[Collected data entries]
######
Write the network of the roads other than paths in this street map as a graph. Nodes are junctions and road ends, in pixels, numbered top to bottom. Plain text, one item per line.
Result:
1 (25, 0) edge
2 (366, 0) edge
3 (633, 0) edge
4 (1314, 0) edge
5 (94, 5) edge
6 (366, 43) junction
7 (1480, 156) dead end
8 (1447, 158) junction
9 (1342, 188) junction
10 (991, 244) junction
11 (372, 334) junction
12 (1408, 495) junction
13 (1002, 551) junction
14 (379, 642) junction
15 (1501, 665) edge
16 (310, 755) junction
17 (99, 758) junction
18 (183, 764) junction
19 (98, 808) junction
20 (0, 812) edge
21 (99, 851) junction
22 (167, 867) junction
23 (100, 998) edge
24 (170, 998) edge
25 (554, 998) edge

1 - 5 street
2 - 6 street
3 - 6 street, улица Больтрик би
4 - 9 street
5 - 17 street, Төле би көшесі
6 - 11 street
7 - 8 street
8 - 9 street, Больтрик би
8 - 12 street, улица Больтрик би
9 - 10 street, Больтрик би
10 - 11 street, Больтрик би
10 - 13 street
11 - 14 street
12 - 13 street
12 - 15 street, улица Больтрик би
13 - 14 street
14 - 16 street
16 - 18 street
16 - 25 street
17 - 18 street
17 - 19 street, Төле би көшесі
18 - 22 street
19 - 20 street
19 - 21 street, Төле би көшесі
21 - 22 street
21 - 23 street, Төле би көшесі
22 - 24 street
######
Exercise brief: Filter the entries down to the lines holding the string "көшесі". Copy each of those lines.

Answer:
5 - 17 street, Төле би көшесі
17 - 19 street, Төле би көшесі
19 - 21 street, Төле би көшесі
21 - 23 street, Төле би көшесі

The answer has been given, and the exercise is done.